(Saved data entries)
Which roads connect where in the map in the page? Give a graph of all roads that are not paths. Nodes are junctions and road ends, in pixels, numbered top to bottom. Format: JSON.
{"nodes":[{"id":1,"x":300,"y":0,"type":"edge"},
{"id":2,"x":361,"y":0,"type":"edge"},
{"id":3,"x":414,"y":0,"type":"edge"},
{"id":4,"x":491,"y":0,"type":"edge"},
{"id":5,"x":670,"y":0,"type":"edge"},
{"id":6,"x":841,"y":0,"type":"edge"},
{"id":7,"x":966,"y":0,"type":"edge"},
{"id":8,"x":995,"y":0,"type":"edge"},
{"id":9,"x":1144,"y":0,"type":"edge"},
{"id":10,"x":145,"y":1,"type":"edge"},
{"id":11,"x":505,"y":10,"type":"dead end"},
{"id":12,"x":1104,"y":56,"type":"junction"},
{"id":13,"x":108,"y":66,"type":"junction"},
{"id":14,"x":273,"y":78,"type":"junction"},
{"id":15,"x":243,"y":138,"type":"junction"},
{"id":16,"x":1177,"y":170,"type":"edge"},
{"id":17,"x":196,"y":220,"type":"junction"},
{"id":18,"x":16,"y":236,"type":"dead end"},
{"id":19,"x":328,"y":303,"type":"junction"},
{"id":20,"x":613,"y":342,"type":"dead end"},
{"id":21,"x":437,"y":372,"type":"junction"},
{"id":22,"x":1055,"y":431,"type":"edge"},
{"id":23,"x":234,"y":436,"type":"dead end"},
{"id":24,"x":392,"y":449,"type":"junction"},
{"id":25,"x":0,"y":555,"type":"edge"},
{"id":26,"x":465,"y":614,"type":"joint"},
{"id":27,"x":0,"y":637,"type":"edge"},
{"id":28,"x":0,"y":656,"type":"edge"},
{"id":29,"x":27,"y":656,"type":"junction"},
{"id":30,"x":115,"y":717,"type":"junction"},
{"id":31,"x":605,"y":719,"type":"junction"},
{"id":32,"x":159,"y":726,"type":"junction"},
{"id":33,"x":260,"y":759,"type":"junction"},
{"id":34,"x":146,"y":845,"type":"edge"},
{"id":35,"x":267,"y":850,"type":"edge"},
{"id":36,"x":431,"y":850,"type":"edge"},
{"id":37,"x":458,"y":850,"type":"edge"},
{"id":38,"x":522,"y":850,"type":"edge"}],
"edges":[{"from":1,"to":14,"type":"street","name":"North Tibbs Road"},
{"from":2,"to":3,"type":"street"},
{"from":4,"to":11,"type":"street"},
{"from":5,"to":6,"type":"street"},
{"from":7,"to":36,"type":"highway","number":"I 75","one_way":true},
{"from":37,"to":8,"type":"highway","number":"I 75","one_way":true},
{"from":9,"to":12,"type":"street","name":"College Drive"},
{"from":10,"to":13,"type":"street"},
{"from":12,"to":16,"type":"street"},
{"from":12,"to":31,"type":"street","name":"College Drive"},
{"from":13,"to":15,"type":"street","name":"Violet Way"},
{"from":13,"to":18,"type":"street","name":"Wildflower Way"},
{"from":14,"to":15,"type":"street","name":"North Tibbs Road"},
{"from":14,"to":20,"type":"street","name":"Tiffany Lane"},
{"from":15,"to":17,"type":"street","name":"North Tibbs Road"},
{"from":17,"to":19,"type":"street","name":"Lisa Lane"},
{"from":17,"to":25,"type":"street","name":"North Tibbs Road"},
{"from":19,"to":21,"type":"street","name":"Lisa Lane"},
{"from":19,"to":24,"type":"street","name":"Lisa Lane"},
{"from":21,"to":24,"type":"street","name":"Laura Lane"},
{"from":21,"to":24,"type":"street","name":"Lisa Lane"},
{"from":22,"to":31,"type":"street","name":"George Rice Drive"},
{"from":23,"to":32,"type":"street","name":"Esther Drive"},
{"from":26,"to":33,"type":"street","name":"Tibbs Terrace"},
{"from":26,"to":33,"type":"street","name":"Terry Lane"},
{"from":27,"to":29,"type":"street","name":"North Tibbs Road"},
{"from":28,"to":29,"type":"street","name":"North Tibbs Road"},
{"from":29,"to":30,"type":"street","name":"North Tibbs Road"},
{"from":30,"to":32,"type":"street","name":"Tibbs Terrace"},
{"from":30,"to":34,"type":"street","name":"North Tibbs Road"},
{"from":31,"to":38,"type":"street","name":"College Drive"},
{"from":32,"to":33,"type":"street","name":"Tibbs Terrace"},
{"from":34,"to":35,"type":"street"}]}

ACTIVITY
Exactly as they stand above, write out all the entries again.

EXERCISE RESPONSE
Which roads connect where in the map in the page? Give a graph of all roads that are not paths. Nodes are junctions and road ends, in pixels, numbered top to bottom. Format: JSON.
{"nodes":[{"id":1,"x":300,"y":0,"type":"edge"},
{"id":2,"x":361,"y":0,"type":"edge"},
{"id":3,"x":414,"y":0,"type":"edge"},
{"id":4,"x":491,"y":0,"type":"edge"},
{"id":5,"x":670,"y":0,"type":"edge"},
{"id":6,"x":841,"y":0,"type":"edge"},
{"id":7,"x":966,"y":0,"type":"edge"},
{"id":8,"x":995,"y":0,"type":"edge"},
{"id":9,"x":1144,"y":0,"type":"edge"},
{"id":10,"x":145,"y":1,"type":"edge"},
{"id":11,"x":505,"y":10,"type":"dead end"},
{"id":12,"x":1104,"y":56,"type":"junction"},
{"id":13,"x":108,"y":66,"type":"junction"},
{"id":14,"x":273,"y":78,"type":"junction"},
{"id":15,"x":243,"y":138,"type":"junction"},
{"id":16,"x":1177,"y":170,"type":"edge"},
{"id":17,"x":196,"y":220,"type":"junction"},
{"id":18,"x":16,"y":236,"type":"dead end"},
{"id":19,"x":328,"y":303,"type":"junction"},
{"id":20,"x":613,"y":342,"type":"dead end"},
{"id":21,"x":437,"y":372,"type":"junction"},
{"id":22,"x":1055,"y":431,"type":"edge"},
{"id":23,"x":234,"y":436,"type":"dead end"},
{"id":24,"x":392,"y":449,"type":"junction"},
{"id":25,"x":0,"y":555,"type":"edge"},
{"id":26,"x":465,"y":614,"type":"joint"},
{"id":27,"x":0,"y":637,"type":"edge"},
{"id":28,"x":0,"y":656,"type":"edge"},
{"id":29,"x":27,"y":656,"type":"junction"},
{"id":30,"x":115,"y":717,"type":"junction"},
{"id":31,"x":605,"y":719,"type":"junction"},
{"id":32,"x":159,"y":726,"type":"junction"},
{"id":33,"x":260,"y":759,"type":"junction"},
{"id":34,"x":146,"y":845,"type":"edge"},
{"id":35,"x":267,"y":850,"type":"edge"},
{"id":36,"x":431,"y":850,"type":"edge"},
{"id":37,"x":458,"y":850,"type":"edge"},
{"id":38,"x":522,"y":850,"type":"edge"}],
"edges":[{"from":1,"to":14,"type":"street","name":"North Tibbs Road"},
{"from":2,"to":3,"type":"street"},
{"from":4,"to":11,"type":"street"},
{"from":5,"to":6,"type":"street"},
{"from":7,"to":36,"type":"highway","number":"I 75","one_way":true},
{"from":37,"to":8,"type":"highway","number":"I 75","one_way":true},
{"from":9,"to":12,"type":"street","name":"College Drive"},
{"from":10,"to":13,"type":"street"},
{"from":12,"to":16,"type":"street"},
{"from":12,"to":31,"type":"street","name":"College Drive"},
{"from":13,"to":15,"type":"street","name":"Violet Way"},
{"from":13,"to":18,"type":"street","name":"Wildflower Way"},
{"from":14,"to":15,"type":"street","name":"North Tibbs Road"},
{"from":14,"to":20,"type":"street","name":"Tiffany Lane"},
{"from":15,"to":17,"type":"street","name":"North Tibbs Road"},
{"from":17,"to":19,"type":"street","name":"Lisa Lane"},
{"from":17,"to":25,"type":"street","name":"North Tibbs Road"},
{"from":19,"to":21,"type":"street","name":"Lisa Lane"},
{"from":19,"to":24,"type":"street","name":"Lisa Lane"},
{"from":21,"to":24,"type":"street","name":"Laura Lane"},
{"from":21,"to":24,"type":"street","name":"Lisa Lane"},
{"from":22,"to":31,"type":"street","name":"George Rice Drive"},
{"from":23,"to":32,"type":"street","name":"Esther Drive"},
{"from":26,"to":33,"type":"street","name":"Tibbs Terrace"},
{"from":26,"to":33,"type":"street","name":"Terry Lane"},
{"from":27,"to":29,"type":"street","name":"North Tibbs Road"},
{"from":28,"to":29,"type":"street","name":"North Tibbs Road"},
{"from":29,"to":30,"type":"street","name":"North Tibbs Road"},
{"from":30,"to":32,"type":"street","name":"Tibbs Terrace"},
{"from":30,"to":34,"type":"street","name":"North Tibbs Road"},
{"from":31,"to":38,"type":"street","name":"College Drive"},
{"from":32,"to":33,"type":"street","name":"Tibbs Terrace"},
{"from":34,"to":35,"type":"street"}]}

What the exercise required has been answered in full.